• **Source data**:

::::::::::

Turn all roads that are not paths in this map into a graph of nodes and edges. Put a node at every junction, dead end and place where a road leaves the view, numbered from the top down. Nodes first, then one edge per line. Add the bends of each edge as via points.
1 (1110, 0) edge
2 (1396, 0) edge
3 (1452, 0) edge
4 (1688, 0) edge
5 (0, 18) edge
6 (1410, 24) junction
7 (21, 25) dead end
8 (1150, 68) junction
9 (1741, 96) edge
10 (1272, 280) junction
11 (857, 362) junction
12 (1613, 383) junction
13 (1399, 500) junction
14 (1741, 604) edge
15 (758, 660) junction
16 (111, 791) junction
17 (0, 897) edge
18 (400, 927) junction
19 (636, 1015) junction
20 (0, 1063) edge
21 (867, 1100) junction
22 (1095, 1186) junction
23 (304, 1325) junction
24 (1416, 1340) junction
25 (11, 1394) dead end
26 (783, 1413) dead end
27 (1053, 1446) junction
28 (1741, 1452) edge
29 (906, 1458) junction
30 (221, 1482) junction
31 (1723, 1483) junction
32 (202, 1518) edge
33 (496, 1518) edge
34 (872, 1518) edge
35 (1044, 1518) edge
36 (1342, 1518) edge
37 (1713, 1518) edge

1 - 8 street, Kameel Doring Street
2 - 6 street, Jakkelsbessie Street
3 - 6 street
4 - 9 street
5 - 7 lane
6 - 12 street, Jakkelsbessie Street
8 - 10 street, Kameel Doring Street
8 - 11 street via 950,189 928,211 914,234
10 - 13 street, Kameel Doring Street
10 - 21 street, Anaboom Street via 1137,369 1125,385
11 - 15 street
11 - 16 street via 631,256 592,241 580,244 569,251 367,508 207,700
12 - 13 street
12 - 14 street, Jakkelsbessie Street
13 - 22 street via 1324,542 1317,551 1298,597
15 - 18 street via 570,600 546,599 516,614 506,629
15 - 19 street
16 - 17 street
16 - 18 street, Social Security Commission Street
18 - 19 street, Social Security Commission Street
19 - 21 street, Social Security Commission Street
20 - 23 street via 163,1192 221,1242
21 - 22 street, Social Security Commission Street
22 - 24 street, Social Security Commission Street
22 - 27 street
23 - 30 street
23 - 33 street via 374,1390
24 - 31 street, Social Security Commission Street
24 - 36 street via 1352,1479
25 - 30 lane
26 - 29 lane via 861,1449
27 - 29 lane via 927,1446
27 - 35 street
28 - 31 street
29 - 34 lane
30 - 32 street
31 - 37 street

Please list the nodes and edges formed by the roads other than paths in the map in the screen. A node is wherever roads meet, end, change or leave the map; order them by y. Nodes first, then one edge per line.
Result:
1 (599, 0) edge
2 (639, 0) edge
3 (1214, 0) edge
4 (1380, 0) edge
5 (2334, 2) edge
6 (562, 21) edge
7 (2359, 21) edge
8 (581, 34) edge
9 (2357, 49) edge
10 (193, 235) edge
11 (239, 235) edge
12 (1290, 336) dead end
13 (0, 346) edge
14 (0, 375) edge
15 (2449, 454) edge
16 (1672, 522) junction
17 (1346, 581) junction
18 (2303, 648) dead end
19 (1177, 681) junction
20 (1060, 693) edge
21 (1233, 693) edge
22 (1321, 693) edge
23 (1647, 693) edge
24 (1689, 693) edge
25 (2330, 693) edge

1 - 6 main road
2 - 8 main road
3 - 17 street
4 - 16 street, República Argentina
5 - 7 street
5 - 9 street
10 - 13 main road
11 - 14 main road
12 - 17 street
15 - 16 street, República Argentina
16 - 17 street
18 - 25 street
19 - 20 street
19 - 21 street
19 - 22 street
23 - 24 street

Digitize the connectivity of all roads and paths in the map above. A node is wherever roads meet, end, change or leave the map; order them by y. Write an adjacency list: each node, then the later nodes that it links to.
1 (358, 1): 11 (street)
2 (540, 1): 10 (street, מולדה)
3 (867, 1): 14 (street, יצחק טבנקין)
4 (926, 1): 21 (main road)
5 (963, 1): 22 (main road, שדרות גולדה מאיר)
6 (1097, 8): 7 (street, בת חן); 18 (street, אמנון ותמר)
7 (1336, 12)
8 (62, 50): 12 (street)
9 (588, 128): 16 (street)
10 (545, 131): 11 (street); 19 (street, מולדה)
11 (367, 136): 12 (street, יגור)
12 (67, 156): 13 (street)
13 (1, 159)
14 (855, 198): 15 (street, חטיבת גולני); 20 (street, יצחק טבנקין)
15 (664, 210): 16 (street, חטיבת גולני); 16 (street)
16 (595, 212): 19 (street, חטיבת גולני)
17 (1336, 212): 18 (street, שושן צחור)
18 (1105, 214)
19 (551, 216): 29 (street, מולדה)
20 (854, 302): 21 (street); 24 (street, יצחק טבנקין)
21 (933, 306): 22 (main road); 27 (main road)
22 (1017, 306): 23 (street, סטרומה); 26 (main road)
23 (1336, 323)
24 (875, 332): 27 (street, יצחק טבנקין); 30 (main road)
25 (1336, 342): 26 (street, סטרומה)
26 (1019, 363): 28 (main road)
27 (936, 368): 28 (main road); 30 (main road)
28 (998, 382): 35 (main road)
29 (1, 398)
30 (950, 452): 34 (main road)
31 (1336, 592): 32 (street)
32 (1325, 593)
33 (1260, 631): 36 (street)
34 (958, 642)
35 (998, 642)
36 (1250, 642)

::::::::::

• **What this task involves**: Once you have read the data above, print all of it again exactly.

• **Response to the exercise**:
Turn all roads that are not paths in this map into a graph of nodes and edges. Put a node at every junction, dead end and place where a road leaves the view, numbered from the top down. Nodes first, then one edge per line. Add the bends of each edge as via points.
1 (1110, 0) edge
2 (1396, 0) edge
3 (1452, 0) edge
4 (1688, 0) edge
5 (0, 18) edge
6 (1410, 24) junction
7 (21, 25) dead end
8 (1150, 68) junction
9 (1741, 96) edge
10 (1272, 280) junction
11 (857, 362) junction
12 (1613, 383) junction
13 (1399, 500) junction
14 (1741, 604) edge
15 (758, 660) junction
16 (111, 791) junction
17 (0, 897) edge
18 (400, 927) junction
19 (636, 1015) junction
20 (0, 1063) edge
21 (867, 1100) junction
22 (1095, 1186) junction
23 (304, 1325) junction
24 (1416, 1340) junction
25 (11, 1394) dead end
26 (783, 1413) dead end
27 (1053, 1446) junction
28 (1741, 1452) edge
29 (906, 1458) junction
30 (221, 1482) junction
31 (1723, 1483) junction
32 (202, 1518) edge
33 (496, 1518) edge
34 (872, 1518) edge
35 (1044, 1518) edge
36 (1342, 1518) edge
37 (1713, 1518) edge

1 - 8 street, Kameel Doring Street
2 - 6 street, Jakkelsbessie Street
3 - 6 street
4 - 9 street
5 - 7 lane
6 - 12 street, Jakkelsbessie Street
8 - 10 street, Kameel Doring Street
8 - 11 street via 950,189 928,211 914,234
10 - 13 street, Kameel Doring Street
10 - 21 street, Anaboom Street via 1137,369 1125,385
11 - 15 street
11 - 16 street via 631,256 592,241 580,244 569,251 367,508 207,700
12 - 13 street
12 - 14 street, Jakkelsbessie Street
13 - 22 street via 1324,542 1317,551 1298,597
15 - 18 street via 570,600 546,599 516,614 506,629
15 - 19 street
16 - 17 street
16 - 18 street, Social Security Commission Street
18 - 19 street, Social Security Commission Street
19 - 21 street, Social Security Commission Street
20 - 23 street via 163,1192 221,1242
21 - 22 street, Social Security Commission Street
22 - 24 street, Social Security Commission Street
22 - 27 street
23 - 30 street
23 - 33 street via 374,1390
24 - 31 street, Social Security Commission Street
24 - 36 street via 1352,1479
25 - 30 lane
26 - 29 lane via 861,1449
27 - 29 lane via 927,1446
27 - 35 street
28 - 31 street
29 - 34 lane
30 - 32 street
31 - 37 street

Please list the nodes and edges formed by the roads other than paths in the map in the screen. A node is wherever roads meet, end, change or leave the map; order them by y. Nodes first, then one edge per line.
Result:
1 (599, 0) edge
2 (639, 0) edge
3 (1214, 0) edge
4 (1380, 0) edge
5 (2334, 2) edge
6 (562, 21) edge
7 (2359, 21) edge
8 (581, 34) edge
9 (2357, 49) edge
10 (193, 235) edge
11 (239, 235) edge
12 (1290, 336) dead end
13 (0, 346) edge
14 (0, 375) edge
15 (2449, 454) edge
16 (1672, 522) junction
17 (1346, 581) junction
18 (2303, 648) dead end
19 (1177, 681) junction
20 (1060, 693) edge
21 (1233, 693) edge
22 (1321, 693) edge
23 (1647, 693) edge
24 (1689, 693) edge
25 (2330, 693) edge

1 - 6 main road
2 - 8 main road
3 - 17 street
4 - 16 street, República Argentina
5 - 7 street
5 - 9 street
10 - 13 main road
11 - 14 main road
12 - 17 street
15 - 16 street, República Argentina
16 - 17 street
18 - 25 street
19 - 20 street
19 - 21 street
19 - 22 street
23 - 24 street

Digitize the connectivity of all roads and paths in the map above. A node is wherever roads meet, end, change or leave the map; order them by y. Write an adjacency list: each node, then the later nodes that it links to.
1 (358, 1): 11 (street)
2 (540, 1): 10 (street, מולדה)
3 (867, 1): 14 (street, יצחק טבנקין)
4 (926, 1): 21 (main road)
5 (963, 1): 22 (main road, שדרות גולדה מאיר)
6 (1097, 8): 7 (street, בת חן); 18 (street, אמנון ותמר)
7 (1336, 12)
8 (62, 50): 12 (street)
9 (588, 128): 16 (street)
10 (545, 131): 11 (street); 19 (street, מולדה)
11 (367, 136): 12 (street, יגור)
12 (67, 156): 13 (street)
13 (1, 159)
14 (855, 198): 15 (street, חטיבת גולני); 20 (street, יצחק טבנקין)
15 (664, 210): 16 (street, חטיבת גולני); 16 (street)
16 (595, 212): 19 (street, חטיבת גולני)
17 (1336, 212): 18 (street, שושן צחור)
18 (1105, 214)
19 (551, 216): 29 (street, מולדה)
20 (854, 302): 21 (street); 24 (street, יצחק טבנקין)
21 (933, 306): 22 (main road); 27 (main road)
22 (1017, 306): 23 (street, סטרומה); 26 (main road)
23 (1336, 323)
24 (875, 332): 27 (street, יצחק טבנקין); 30 (main road)
25 (1336, 342): 26 (street, סטרומה)
26 (1019, 363): 28 (main road)
27 (936, 368): 28 (main road); 30 (main road)
28 (998, 382): 35 (main road)
29 (1, 398)
30 (950, 452): 34 (main road)
31 (1336, 592): 32 (street)
32 (1325, 593)
33 (1260, 631): 36 (street)
34 (958, 642)
35 (998, 642)
36 (1250, 642)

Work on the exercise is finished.